The sensitivity of the cell lines and mixed cell lines in shell vials and the immunofluorescent antisera used to detect swine flu H1N1 is not known. Contact the provider of your cells for documentation of the performance of their product. If there is clinical evidence of disease and strong suspicion of a “suspected case” with a negative test result, the specimen may be sent to the state public health lab. Contact your public health lab for what specimen criteria must be met before shipping to them.

7. Can rapid flu testing be done in our point of care labs?

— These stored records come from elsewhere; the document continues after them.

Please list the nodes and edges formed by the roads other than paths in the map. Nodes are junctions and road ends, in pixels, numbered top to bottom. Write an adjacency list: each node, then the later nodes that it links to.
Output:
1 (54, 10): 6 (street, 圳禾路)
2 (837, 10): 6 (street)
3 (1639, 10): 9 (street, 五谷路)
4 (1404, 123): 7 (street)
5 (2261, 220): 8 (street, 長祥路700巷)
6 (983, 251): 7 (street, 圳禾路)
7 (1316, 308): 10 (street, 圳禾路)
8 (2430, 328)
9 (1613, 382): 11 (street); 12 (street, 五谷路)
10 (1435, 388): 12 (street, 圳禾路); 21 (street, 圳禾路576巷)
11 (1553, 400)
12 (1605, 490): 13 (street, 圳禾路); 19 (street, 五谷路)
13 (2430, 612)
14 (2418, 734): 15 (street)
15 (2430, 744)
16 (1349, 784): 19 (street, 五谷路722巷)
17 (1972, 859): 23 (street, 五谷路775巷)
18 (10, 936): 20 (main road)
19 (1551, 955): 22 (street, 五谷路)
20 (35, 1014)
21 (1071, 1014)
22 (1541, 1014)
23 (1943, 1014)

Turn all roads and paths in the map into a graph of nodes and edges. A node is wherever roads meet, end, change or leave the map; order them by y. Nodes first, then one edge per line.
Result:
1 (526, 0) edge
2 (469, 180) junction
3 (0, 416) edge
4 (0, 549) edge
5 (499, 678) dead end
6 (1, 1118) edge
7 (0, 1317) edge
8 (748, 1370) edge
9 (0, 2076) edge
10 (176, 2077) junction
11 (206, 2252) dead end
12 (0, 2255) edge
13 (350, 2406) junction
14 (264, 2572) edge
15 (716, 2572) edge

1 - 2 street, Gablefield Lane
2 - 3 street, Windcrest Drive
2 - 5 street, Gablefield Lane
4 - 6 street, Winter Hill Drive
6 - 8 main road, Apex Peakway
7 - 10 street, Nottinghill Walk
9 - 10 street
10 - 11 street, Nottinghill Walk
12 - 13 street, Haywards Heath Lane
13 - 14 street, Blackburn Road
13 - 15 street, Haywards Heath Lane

Wherever possible manipulation of the specimen for testing should take place in a BSL-2 laboratory in a biosafety cabinet. Where that is not possible, such as a physician's office lab, then appropriate personal protective equipment (lab coat, gloves, masks, eye protection)should be worn when performing the test.

8. What precautions must be used in my viral lab?

CDC safety guidelines for labworkers states that diagnostic work for culture and typing of clinical samples from patients suspected to have swine flu virus should be conducted in a BSL-2 laboratory and testing performed in a biosafety cabinet. Similar precautions should be observed when preparing the specimen for diagnostic molecular testing.

9. Do all laboratory personnel need to wear enhanced personal protective equipment?

Personal protective equipment (PPE) is recommended based on risk. It would be prudent for laboratorians to wear the recommended respiratory protection, shoe covers, gown, eye protection and gloves if they are manipulating these specimens for diagnostic testing where aerosols may be created. Other personnel in the laboratory who are not handling these specimens would not require this level of PPE unless they are performing high risk activities such as mycobacterial culture.